A company has launched a new fantasy football league in which players can buy, sell and trade players using Non-Fungible Tokens, or NFTs. Sorare was created in 2018 by Nicolas Julia and Adrien Montfort using blockchain technology that is based on the Ethereum platform. The game has been invested in by the likes of Antoine Griezmann, Gérard Piqué and André Scurrle, offering it a legitimacy that other such games in the past have not been able to boast. The problem is, the Gambling Commission believes it might constitute gambling.
The website boasts more than 100 licensed teams, with users able to buy and verifiably own digital player cards that play for those teams. Line-ups can then be played in fantasy leagues in order to win rewards. On top of this, users can look to sell their cards for money. Having previously looked at the likes of Loot Boxes to see whether they constitute gambling, it is perhaps no real surprise that the UKGC is not impressed with Sorare and is investigating the company to see if it falls foul of any of their regulations.
What Are NFTs?
The first place to start with this story is by looking at what an NFT is and why it should matter.
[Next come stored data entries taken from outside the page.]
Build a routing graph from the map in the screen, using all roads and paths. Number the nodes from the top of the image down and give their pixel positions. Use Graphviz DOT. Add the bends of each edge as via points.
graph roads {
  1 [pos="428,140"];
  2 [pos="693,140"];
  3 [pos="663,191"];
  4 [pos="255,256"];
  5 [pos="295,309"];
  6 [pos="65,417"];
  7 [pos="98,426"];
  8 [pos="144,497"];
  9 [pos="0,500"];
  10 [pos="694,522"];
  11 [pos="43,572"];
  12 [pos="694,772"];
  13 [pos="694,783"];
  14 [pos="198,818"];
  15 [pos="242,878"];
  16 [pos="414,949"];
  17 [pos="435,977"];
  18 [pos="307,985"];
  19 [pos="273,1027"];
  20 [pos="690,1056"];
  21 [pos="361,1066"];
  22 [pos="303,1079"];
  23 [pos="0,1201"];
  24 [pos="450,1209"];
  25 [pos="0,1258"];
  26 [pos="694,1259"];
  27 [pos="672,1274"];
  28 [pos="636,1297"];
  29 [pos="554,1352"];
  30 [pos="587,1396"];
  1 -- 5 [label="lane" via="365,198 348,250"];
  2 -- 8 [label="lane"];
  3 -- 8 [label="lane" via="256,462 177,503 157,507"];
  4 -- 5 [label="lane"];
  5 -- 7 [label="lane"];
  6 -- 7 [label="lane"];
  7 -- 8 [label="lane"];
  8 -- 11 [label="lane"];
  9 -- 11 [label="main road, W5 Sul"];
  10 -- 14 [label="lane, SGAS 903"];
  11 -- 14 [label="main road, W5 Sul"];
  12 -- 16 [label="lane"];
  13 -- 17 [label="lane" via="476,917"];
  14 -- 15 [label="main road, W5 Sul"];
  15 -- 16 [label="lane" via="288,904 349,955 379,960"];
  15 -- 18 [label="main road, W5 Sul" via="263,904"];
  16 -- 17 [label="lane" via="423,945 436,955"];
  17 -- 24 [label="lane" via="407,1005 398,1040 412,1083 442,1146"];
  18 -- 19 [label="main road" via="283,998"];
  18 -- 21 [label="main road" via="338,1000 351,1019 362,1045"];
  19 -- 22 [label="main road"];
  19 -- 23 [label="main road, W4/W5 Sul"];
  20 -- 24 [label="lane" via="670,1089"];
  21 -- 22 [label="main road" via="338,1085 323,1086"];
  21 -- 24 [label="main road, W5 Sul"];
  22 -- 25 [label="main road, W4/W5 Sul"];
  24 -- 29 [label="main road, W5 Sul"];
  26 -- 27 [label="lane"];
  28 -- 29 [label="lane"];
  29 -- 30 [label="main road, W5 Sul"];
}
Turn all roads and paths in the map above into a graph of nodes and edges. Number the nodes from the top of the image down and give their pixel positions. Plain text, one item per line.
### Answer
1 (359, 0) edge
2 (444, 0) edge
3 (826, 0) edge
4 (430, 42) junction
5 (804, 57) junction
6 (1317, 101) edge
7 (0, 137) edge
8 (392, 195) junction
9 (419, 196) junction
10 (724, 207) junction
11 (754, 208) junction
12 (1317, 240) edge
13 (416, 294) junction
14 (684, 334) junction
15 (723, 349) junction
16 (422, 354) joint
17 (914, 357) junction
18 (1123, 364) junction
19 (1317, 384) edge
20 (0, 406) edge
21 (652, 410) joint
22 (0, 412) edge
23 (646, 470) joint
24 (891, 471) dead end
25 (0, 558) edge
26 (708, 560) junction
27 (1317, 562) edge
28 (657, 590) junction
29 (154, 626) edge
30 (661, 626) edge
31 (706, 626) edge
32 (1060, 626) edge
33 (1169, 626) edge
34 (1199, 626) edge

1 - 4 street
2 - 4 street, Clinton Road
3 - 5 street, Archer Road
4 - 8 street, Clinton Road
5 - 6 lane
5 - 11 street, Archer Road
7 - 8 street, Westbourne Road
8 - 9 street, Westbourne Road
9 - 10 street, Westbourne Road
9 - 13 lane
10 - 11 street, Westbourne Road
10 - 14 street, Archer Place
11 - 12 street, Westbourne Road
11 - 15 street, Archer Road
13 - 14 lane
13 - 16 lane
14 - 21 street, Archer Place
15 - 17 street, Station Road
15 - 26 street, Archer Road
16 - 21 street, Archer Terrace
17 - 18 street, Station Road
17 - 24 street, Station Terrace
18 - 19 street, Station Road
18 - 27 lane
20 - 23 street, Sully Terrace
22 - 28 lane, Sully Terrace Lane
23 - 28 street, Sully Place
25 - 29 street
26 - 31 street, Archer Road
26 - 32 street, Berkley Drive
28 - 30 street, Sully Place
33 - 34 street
NFT is an acronym for Non-Fungible Token, with ‘non-fungible’ essentially meaning that it is unique and therefore cannot be replaced with something else. It is a similar idea to trading cards of old, with the difference here being that they are digital and one-of-a-kind. You might be able to swap one Bitcoin for another Bitcoin and would essentially be swapping two of the same things, but if you swapped one NFT for another one then you’d have two different things being traded.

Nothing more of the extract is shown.